[Cuis-dev] [squeak-dev] Re: [squeak-smalltalk/squeak-object-memory] Something wrong with integer hashes and/or set grow, Cuis is 1000x faster (Issue #129)

Wed Jan 15 09:18:13 PST 2025

Hi Martin,
Yes, I think we agree. I also make my hashes SmallIntegers and I try to
make them “random”. On the other hand, I think not everybody agreed with
the idea that hashes should try to look random, and in that case the
collection would need to “randomize” the hashes and try to produce
uniformly distributed indices in the internal array. Anyway, yes, it works
fine as it is in Cuis now.

On Wed, Jan 15, 2025 at 23:48 Martin McClure <martin at hand2mouse.com> wrote:

> Hi Luciano,
>
> I wonder what advantage you see in having integers be their own #hash. I'm
> having trouble thinking of any reason that would be more desirable than
> using something like hashMultiply.
>
> In general, a hash function maps some key to an index in a table. In
> Smalltalk, a hash function consists of two parts. The first part is the
> #hash method. The second part is whatever the collection decides to do to
> map the result of the #hash method to indices in its table.
>
> So sure, you could move hashMultiply from the hash method to the
> collections and get the same result -- for SmallIntegers. But classes like
> Set and Dictionary are intended to have keys of any kind of object, not
> just SmallIntegers. Some objects produce better-scrambled #hash values than
> integers do, and for those objects sending hashMultiply in the collection
> is an extra unnecessary step (and in some cases might even make things
> worse, but I haven't looked deeply into the theory for that).
>
> What has worked best for me is to make the #hash method of all objects
> answer SmallIntegers, spread across the entire non-negative SmallInteger
> range in a manner that "looks random" as much as possible. Then the
> collections can typically just modulo the hash value with their table size
> in order to complete the hash function, and get good results.
>
> Regards,
>
> -Martin
> On 1/14/25 11:10 PM, Luciano Notarfrancesco via Cuis-dev wrote:
>
> Yes, I came across that issue with hashed collections of consecutive
> integers some years ago, and that’s why we changed SmallInteger>>hash in
> Cuis. However, I think it might be better to change Set>>scanFor: instead
> (and in the appropriate subclasses like Dictionary, etc), put the call to
> hashMultiply there (or “shuffle” the hash in some other way), and make
> integers be their own hash again.
>
> On Wed, Jan 15, 2025 at 06:14 Nicolas Cellier <
> nicolas.cellier.aka.nice at gmail.com> wrote:
>
>> This time it seems a bit different though, the bench is not dominated by
>> GC, but by hash collisions.
>>
>> Cuis Set uses the old fashioned capacity:
>> sizeFor: nElements
>>      "Large enough size to hold nElements with some slop (see fullCheck)"

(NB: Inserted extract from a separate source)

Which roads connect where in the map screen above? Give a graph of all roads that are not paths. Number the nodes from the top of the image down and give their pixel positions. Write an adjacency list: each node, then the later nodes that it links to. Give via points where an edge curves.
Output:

>>      nElements <= 0 ifTrue: [^ 1].
>>      ^ nElements+1*4//3
>> Squeak Set uses more advanced #*goodPrimeAtLeast:* for determining the
>> capacity
>> *. *So we would expect Squeak to be better... But no, it isn't.
>>
>> First observe that we have:
>>
>>     (hashes sorted = (1 to: hashes size) asArray).
>>
>> Hence, we try to put consecutives SmallInteger in a Set.
>>
>> If I bench Eliot's test, but with gradually growing size (1<<18-1),
>> (1<<19-1),(1<<20-1), (1<<21-1)
>> I get:
>>  '6.87 per second. 146 milliseconds per run. 13.48116 % GC time.'
>>  '3.23 per second. 310 milliseconds per run. 14.60311 % GC time.'
>>  '1.56 per second. 641 milliseconds per run. 15.1462 % GC time.'
>>  '0.087 per second. 11.5 seconds per run. 0.04346 % GC time.'
>>
>> So the cost grows linearly with size up to 2^20,
>> but 2^21 costs us a factor x20 instead of expected x2,
>> that's 10 times more than expected,
>> and GC cost drops in percentage...
>>
>> I won't even try (1<<22-1) on my slow machine...
>> What happens ?
>>
>> Simple : the answer is in SmallInteger>>hash ^self
>> The identity hashes are varying from 1 to 1<<22-1.

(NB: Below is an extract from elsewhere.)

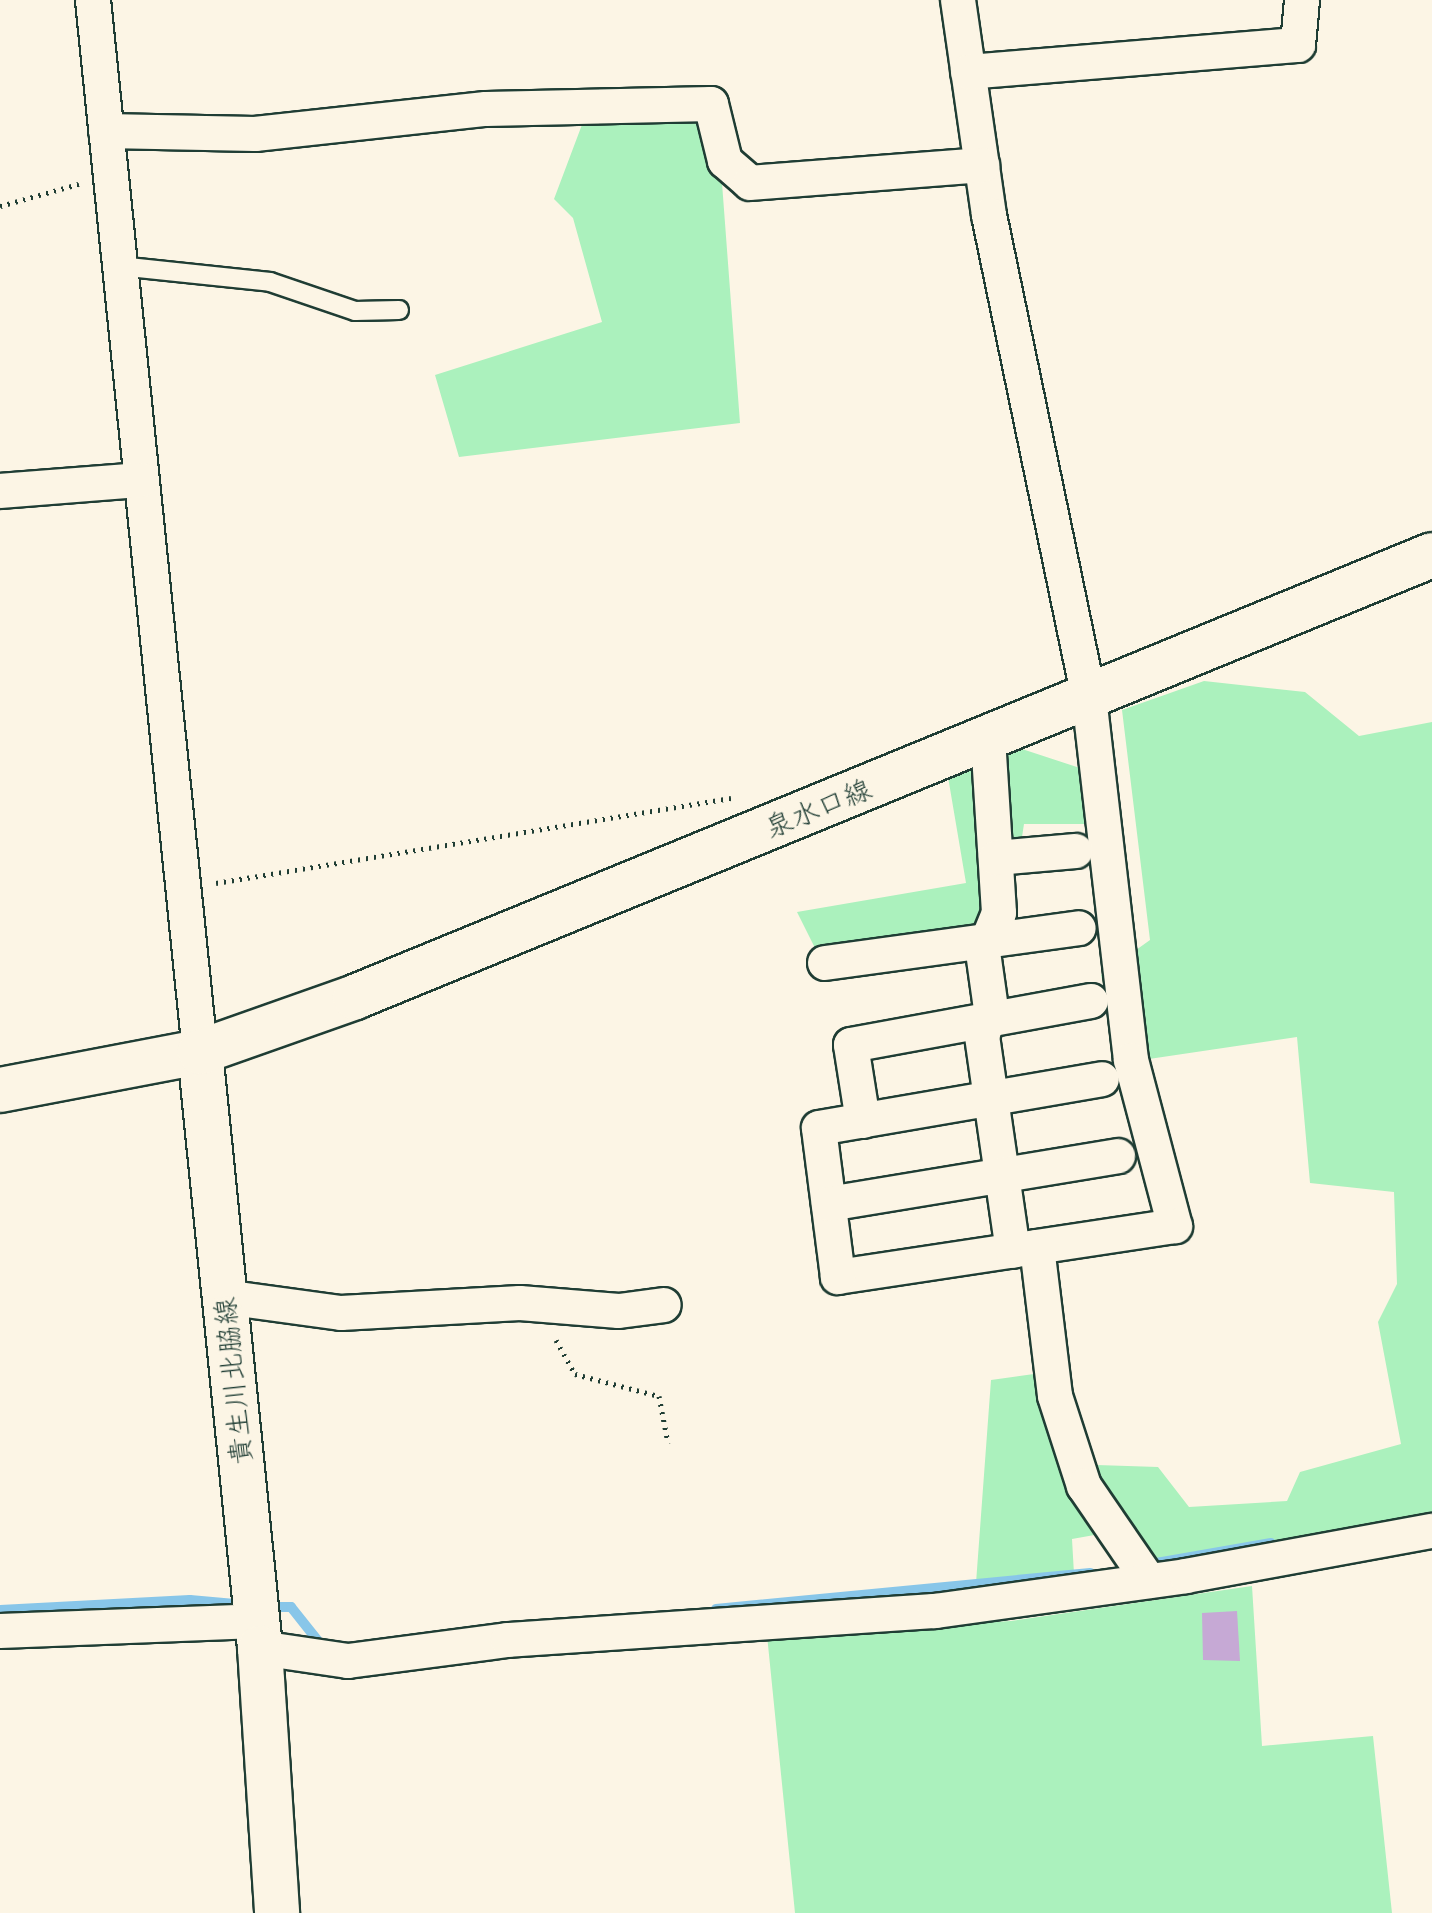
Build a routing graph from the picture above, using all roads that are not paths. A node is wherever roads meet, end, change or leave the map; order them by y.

>> Up to 1<<20-1, we do have not so many consecutives hashes statistically.
>> But we have way more consecutive with 1<<21-1 elements (amonf 1<<22-1
>> possible hashes).
>> And since candidate index in scanFor: is simply object hash\\array size+1,
>> once we have a collision (and we will have until the array size grows
>> above 1<<22-2),
>> since we have already filled consecutive slots with consecutives hashes,
>> we are getting long collision chains.
>>
>> So why is Cuis better behaved?
>> Because Integer>>hash will return self hashMultiply...

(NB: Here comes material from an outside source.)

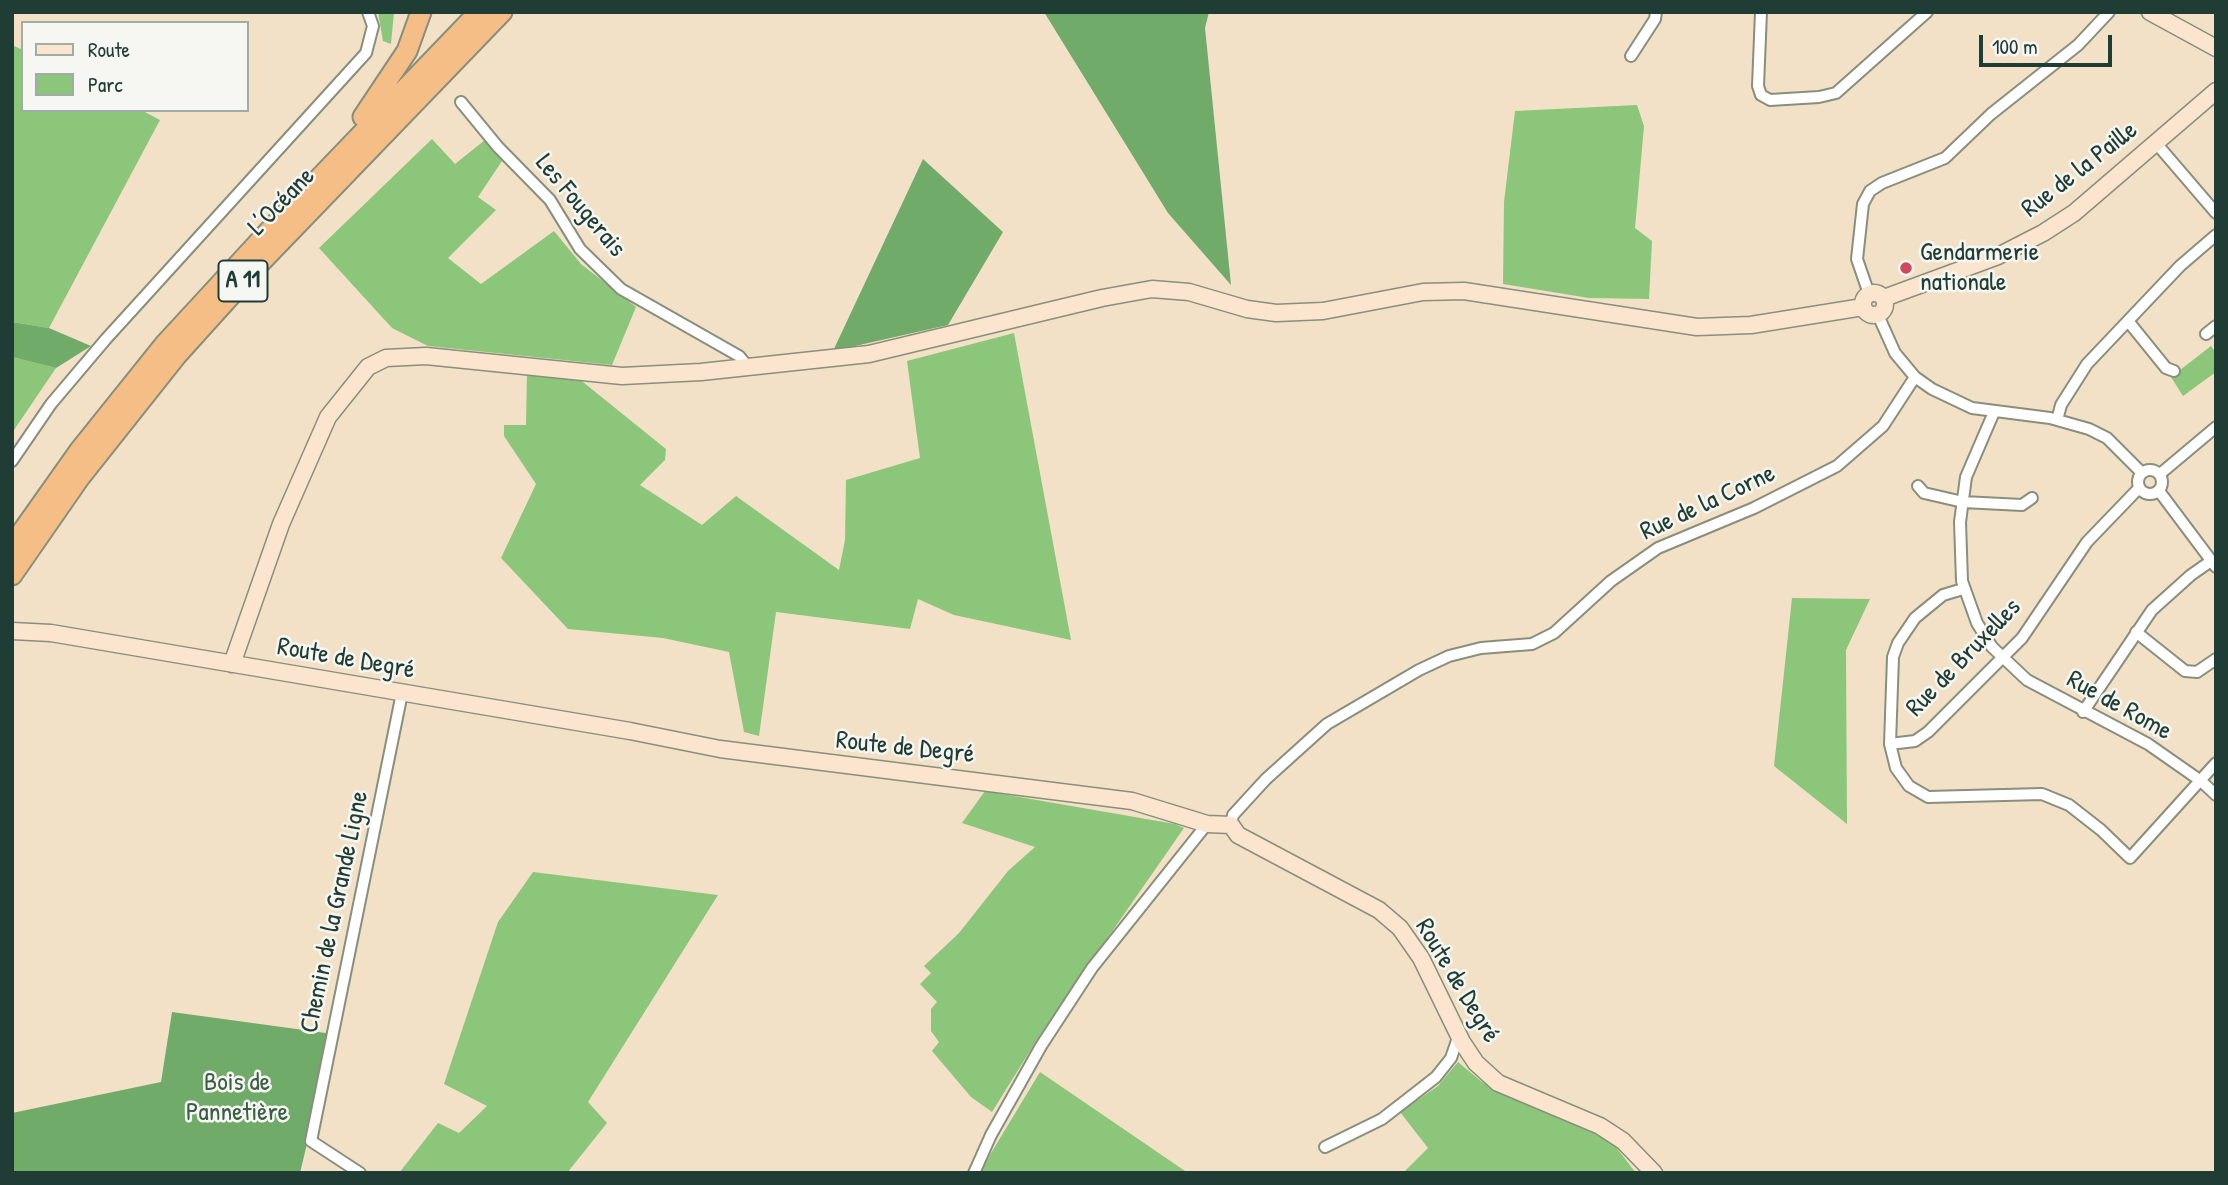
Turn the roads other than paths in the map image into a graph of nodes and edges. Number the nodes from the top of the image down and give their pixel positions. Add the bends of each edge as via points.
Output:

>> Note that above 1<<54, consecutive Integer hashes will show quite some
>> collisions because first convert asFloat, and many consecutive LargeInteger
>> convert to the same Float.
>>
>> Just redefine SmallInteger hash>>^self hashMultiply, and you'll get more
>> decent benchmark.
>> Except, that you can't do it interactively, because you have to rehash
>> all hashed collection before Morphic takes the hand back.
>>
>>
>> Nicolas
>>
>> Le mar. 14 janv. 2025 à 21:55, Nicolas Cellier <
>> nicolas.cellier.aka.nice at gmail.com> a écrit :
>>
>>> That remind me this thread:
>>>
>>> https://lists.cuis.st/mailman/archives/cuis-dev/2024-March/008555.html
>>>
>>> Le mar. 14 janv. 2025 à 20:38, David T Lewis via Squeak-dev <
>>> squeak-dev at lists.squeakfoundation.org> a écrit :
>>>
>>>> Reported by Eliot on squeak-dev:
>>>>
>>>> https://lists.squeakfoundation.org/archives/list/squeak-dev@lists.squeakfoundation.org/thread/ABGLWILW6YJ2NPAHICWSLCOUIAKXKLFL/
>>>>
>>>> Copied from the original report:
>>>>
>>>> Hi All,
>>>>
>>>>    recently the identityHash implementation in the VM has been
>>>> upgraded.
>>>>
>>>> Open Smalltalk Cog[Spur] VM [CoInterpreterPrimitives
>>>> VMMaker.oscog-eem.3500] 5.20250103.0325
>>>> platform sources revision VM: 202501030325 eliot at Machado.local:oscogvm
>>>> Date: Thu Jan 2 19:25:19 2025 CommitHash: 5e05e38
>>>>
>>>> It now uses an xorshift register PNG that cycles through all possible
>>>> 2^22 - 1 valid identity hashes in 2^22 - 1 iterations. One way to test this
>>>> is to create a set, and loop creating 2^22-1 objects, adding their hashes
>>>> to the set, and answering the size of the set.
>>>>
>>>> So let's do this and see how long it takes at the same time. e.g. this
>>>> is on my 2021 M1 Max MBP
>>>>
>>>> | size |
>>>> { [| hashes |
>>>>     hashes := Set new: (2 raisedTo: 22).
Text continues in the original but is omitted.